Venezuela has some of the world’s largest oil reserves, so its decline in output is entirely due to political factors. But even in countries like Britain and Norway which welcome Western investment, production has fallen 10 percent.
Average oil field production outside the Organization of Petroleum Exporting Countries has declined 7.7 percent a year since 2000. Saudi Arabia and other Persian Gulf states have been ratcheting up production to make up for shortfalls elsewhere.
One country where production has increased since 2006 is Iraq, where oil fields were opened to foreign participation after the U.S. invasion in 2003. Still, the persistence of violence and political instability there means those increased flows cannot be guaranteed.
“Countries closing their oil resources to foreign participation are the principal threat to oil supplies” in the world today, said Martin Hutchinson, analyst at Breakingviews.com. “An oil industry with capitalism, foreign partners and technology has given way to autarky and state control.”
The decline in Russian oil output is not surprising, he noted, since the state has dismembered its most efficient oil company, Yukos, forcibly renegotiated exploration and drilling contracts with Royal Dutch Shell and BP and imposed an 80 percent tax on oil revenues above $27 a barrel. Venezuela also recently seized majority control of foreign oil concessions.
Nigeria, a major U.S. supplier whose production is running 10 percent below 2006 levels, taxes foreign oil companies profits at 98 percent, Mr. Hutchinson noted.
One bright spot on the horizon is Brazil, he said, which recently discovered a major offshore oil field with the help of Western oil majors. But much more will be needed in a world that consumes 86 million barrels of oil a day, he said.
“Large new oil discoveries are required to stop oil prices spiraling towards infinity,” Mr. Hutchinson said, and that will only come when the most promising oil fields are opened up to international development once again.
The rapid decline in oil production in Europe and North America increases the power of OPEC nation such as Saudi Arabia, Iraq and Iran, which supply 45 percent of the world’s oil but have the capacity to produce more as they own three-quarters of the world’s oil reserves, said Ioannis Michaletos, analyst with the World Security Network Foundation.
“With the present consumption rates, the oil era will end in less than 40 years,” he said. The oil-rich states “will be the ones dictating the rules of the game during the last annum of the oil period.”
While long-term prospects are for oil prices to stay high, some analysts expect a setback in oil and gas prices in the short term as a result of recession and falling demand in the United States, which may spread weakness to the rest of the world. But they say that any fall in prices is likely to be only temporary.

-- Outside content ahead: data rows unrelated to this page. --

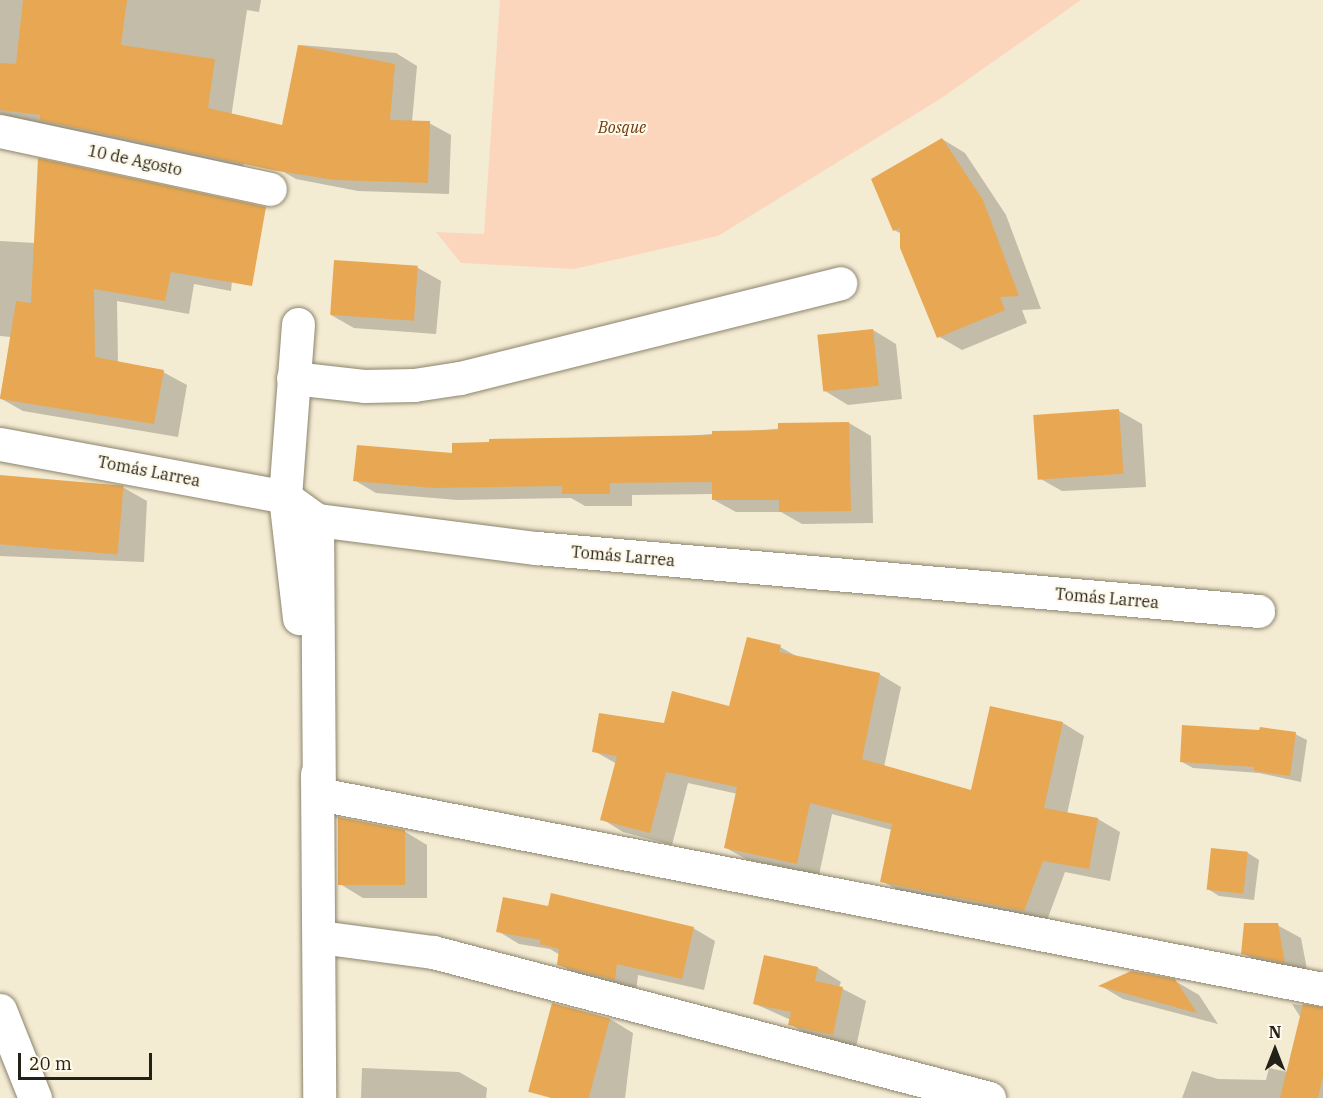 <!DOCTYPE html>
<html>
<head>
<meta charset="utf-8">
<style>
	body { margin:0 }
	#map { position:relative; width:1323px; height:1098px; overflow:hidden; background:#f4ebd3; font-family:"IBM Plex Serif",serif }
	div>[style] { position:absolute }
	.green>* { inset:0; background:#fcd5bd }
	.shadow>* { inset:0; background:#0003 }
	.building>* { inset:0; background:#e8a853; transform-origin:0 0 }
	.roads { filter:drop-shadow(0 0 2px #8c846d) drop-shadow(0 0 2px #8c846d) }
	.street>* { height:33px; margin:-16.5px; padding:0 16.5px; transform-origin:16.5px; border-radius:16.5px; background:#fff }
	.secondary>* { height:33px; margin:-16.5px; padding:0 16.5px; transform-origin:16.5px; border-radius:16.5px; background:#fff }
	span { translate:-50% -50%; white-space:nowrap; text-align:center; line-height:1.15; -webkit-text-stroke:4.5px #fef9ea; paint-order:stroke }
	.park-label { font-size:16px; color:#6e370c; font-style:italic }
	.street-label { font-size:16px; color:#232017 }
	.north { position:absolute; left:1245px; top:1020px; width:60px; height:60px; -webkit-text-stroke:4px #fef9ea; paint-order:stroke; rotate:0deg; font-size:16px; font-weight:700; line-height:24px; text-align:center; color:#232017 }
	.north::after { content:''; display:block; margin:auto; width:21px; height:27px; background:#232017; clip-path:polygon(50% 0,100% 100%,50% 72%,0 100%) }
	.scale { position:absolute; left:18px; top:1053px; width:134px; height:27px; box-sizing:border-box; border:3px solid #232017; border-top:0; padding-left:8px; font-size:18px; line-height:21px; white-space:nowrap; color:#232017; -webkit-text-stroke:4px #fef9ea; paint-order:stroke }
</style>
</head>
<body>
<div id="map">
	<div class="green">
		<div style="clip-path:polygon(500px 0,1081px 0,940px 99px,718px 236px,574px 269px,461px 263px,436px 232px,484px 234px)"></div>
	</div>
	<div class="shadow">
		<div style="clip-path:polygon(0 0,261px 0,259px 12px,247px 10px,231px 118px,248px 127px,243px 171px,0 120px)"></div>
		<div style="clip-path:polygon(300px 45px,396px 53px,417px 66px,412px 122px,429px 123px,451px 135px,449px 194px,358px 191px,296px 179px,275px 167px)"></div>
		<div style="clip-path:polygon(942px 139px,965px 153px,1006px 215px,1041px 309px,1022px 310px,1027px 323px,962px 350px,938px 336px,902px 234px,894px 230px)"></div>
		<div style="clip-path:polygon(239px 212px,231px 291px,194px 284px,189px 314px,117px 301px,118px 363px,163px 372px,187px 385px,178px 437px,23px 411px,0 398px,11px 337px,0 336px,0 241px,35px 243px)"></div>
		<div style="clip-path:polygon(418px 268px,441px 281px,436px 334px,354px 328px,331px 315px)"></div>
		<div style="clip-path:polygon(873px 330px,896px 344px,902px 399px,848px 405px,825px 391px)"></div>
		<div style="clip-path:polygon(1119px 411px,1142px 424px,1146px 487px,1062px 491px,1039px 478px)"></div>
		<div style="clip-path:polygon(849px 423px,871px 436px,873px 523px,802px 524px,781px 512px,736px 512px,714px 500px,714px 494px,632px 495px,632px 506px,585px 506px,571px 498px,457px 500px,376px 493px,354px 480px,453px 455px)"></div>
		<div style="clip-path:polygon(0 476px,124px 488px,147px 501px,144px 562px,0 556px)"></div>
		<div style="clip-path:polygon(780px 647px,798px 657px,879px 674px,901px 687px,884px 767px,972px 792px,1063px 723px,1084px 736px,1067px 814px,1098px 819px,1120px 832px,1110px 881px,1065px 872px,1046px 923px,903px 893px,882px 881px,892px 830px,832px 814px,819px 875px,748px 860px,726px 848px,738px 794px,688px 783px,672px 845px,623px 832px,602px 819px,617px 764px,594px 751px,665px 725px,730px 708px)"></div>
		<div style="clip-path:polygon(1295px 734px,1307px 740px,1301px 782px,1259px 773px,1193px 768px,1182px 762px)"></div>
		<div style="clip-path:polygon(404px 831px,427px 845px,427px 898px,363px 898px,340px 884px)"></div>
		<div style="clip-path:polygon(1248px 853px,1259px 860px,1254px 900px,1219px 896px,1208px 889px)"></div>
		<div style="clip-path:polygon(549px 908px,693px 928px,715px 941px,704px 990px,638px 975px,636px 992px,580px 977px,559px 964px,560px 955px,550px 949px,519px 944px,498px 931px)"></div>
		<div style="clip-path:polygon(1277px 925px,1301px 938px,1308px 975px,1266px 967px,1243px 953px)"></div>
		<div style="clip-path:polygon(818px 968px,841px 982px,839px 987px,866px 1001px,856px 1047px,813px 1038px,790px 1024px,791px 1020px,755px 1004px)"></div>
		<div style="clip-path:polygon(1175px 981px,1199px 995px,1218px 1024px,1123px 999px,1101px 986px)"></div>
		<div style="clip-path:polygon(1292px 1004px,1323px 1008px,1323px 1098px,1182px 1098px,1192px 1071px,1218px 1079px,1266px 1080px,1269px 1068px,1288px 1072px,1301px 1018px)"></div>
		<div style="clip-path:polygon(610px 1019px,633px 1033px,625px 1098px,551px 1098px,543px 1093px)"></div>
		<div style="clip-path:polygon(362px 1068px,459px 1072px,487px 1088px,486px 1098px,361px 1098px)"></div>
	</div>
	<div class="building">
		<div style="clip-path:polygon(23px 0,127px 0,121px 45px,215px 59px,208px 108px,282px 125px,298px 45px,395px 64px,390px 120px,430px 121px,428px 183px,335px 180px,272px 170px,40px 120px,40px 115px,0 110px,0 63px,16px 64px)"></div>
		<div style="clip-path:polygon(942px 138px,983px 200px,1019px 296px,1000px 297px,1005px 310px,937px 338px,900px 248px,900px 228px,893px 231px,871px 179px)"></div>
		<div style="clip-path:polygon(38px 158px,266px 207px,252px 286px,171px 272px,165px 301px,94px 289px,95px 357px,164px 370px,154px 424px,0 399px,16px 301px,31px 303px)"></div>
		<div style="left:334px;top:260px;width:84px;height:55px;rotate:4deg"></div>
		<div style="left:873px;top:329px;width:57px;height:56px;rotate:84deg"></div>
		<div style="left:1119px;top:409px;width:65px;height:86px;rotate:86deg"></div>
		<div style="clip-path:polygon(849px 422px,851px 511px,779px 512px,779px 500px,712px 500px,712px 482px,610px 483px,610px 494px,562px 494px,562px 486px,434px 488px,353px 481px,357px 445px,452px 453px,452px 443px,489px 442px,489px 439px,712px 435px,712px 431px,778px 430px,778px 423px)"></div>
		<div style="left:0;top:475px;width:124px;height:69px;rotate:5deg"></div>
		<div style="clip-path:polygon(747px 637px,781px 645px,779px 652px,880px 673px,862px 759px,971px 790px,990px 706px,1063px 722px,1044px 808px,1098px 818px,1089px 869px,1043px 861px,1024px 911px,880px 882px,892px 824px,810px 803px,797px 864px,724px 848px,737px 787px,666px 772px,650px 833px,600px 820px,617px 756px,592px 752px,599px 713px,664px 723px,672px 691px,729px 706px)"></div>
		<div style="clip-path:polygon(1182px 725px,1259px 730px,1260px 727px,1296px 732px,1290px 776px,1254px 771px,1254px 767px,1180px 762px)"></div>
		<div style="clip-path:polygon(338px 817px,405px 830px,405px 885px,338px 885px)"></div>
		<div style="left:1211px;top:848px;width:37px;height:42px;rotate:6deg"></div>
		<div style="clip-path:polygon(551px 893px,694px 927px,682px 979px,617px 964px,615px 980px,557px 965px,559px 949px,539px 944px,541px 940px,496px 932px,503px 897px,548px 906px)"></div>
		<div style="clip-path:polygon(1244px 923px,1278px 923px,1285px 963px,1241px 954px)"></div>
		<div style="clip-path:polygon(764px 955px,818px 967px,815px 981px,843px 987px,833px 1035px,788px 1025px,791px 1012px,753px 1004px)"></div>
		<div style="clip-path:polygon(1131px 971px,1175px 979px,1197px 1013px,1098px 986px)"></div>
		<div style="left:552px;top:1003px;width:60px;height:92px;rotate:15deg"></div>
		<div style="clip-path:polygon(1303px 1004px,1323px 1007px,1323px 1076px,1318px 1098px,1280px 1098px)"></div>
	</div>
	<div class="roads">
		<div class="street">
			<div style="left:0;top:131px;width:276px;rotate:12.1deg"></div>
			<div style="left:298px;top:324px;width:173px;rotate:94.3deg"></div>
			<div style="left:285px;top:497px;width:122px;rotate:83.4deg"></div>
			<div style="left:293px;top:378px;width:71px;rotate:6.4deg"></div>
			<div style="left:364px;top:386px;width:50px;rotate:-1.1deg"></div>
			<div style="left:414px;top:385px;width:47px;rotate:-8.7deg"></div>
			<div style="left:460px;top:378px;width:392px;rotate:-14deg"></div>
			<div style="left:0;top:444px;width:290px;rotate:10.5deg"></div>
			<div style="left:285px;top:497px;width:39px;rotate:36deg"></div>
			<div style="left:317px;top:520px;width:222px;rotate:7.3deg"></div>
			<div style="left:537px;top:548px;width:724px;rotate:4.99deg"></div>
			<div style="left:317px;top:520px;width:274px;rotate:89.6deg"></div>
			<div style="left:319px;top:794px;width:1023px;rotate:10.99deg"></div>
			<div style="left:317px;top:774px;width:324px;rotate:89.6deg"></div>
			<div style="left:320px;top:937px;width:114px;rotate:7.6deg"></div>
			<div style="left:433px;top:952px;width:575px;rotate:14.71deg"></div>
		</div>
		<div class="secondary">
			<div style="left:0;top:1010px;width:95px;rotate:68.3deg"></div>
		</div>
	</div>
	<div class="park-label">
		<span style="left:622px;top:127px">Bosque</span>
	</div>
	<div class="street-label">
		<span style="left:135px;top:160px;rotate:12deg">10 de Agosto</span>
		<span style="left:149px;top:471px;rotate:11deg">Tomás Larrea</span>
		<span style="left:623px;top:556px;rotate:5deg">Tomás Larrea</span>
		<span style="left:1107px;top:598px;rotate:5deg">Tomás Larrea</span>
	</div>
	<div class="north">N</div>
	<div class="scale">20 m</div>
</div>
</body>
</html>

“By the second half, we expect weakening economic growth [in developed countries] to limit oil demand in those markets, allowing oil prices to slip back,” said Robert Ward, analyst at the Economist Intelligence Unit. But the “ever-present threat” of supply disruptions in the Middle East, Africa and Latin America will tend to keep oil prices high.
Mr. Ward said the flow of speculative money into the oil market can cut two ways. Much of the money pouring into the market since the end of last year has been from investors fleeing the turmoil in global stock and bond markets.
But continued declines in those markets may also force financial institutions to sell off some of their oil holdings to cover their losses elsewhere, pushing oil prices down at some point, he said.
One factor behind rising oil prices is falling supplies. Here is a look at production decline rates among key non-OPEC producers:
Great Britain 21.5
U.S. offshore 19
Non-OPEC average 8.2
Middle East* 8
Other Asia 7
U.S. onshore 6
Latin America 5
Former Soviet Union 3
Graphic shows the rate of decline in oil production in non-OPEC producers from 2001 through 2007.
* Middle Eastern oil producers such as Bahrain and Oman are not in OPEC.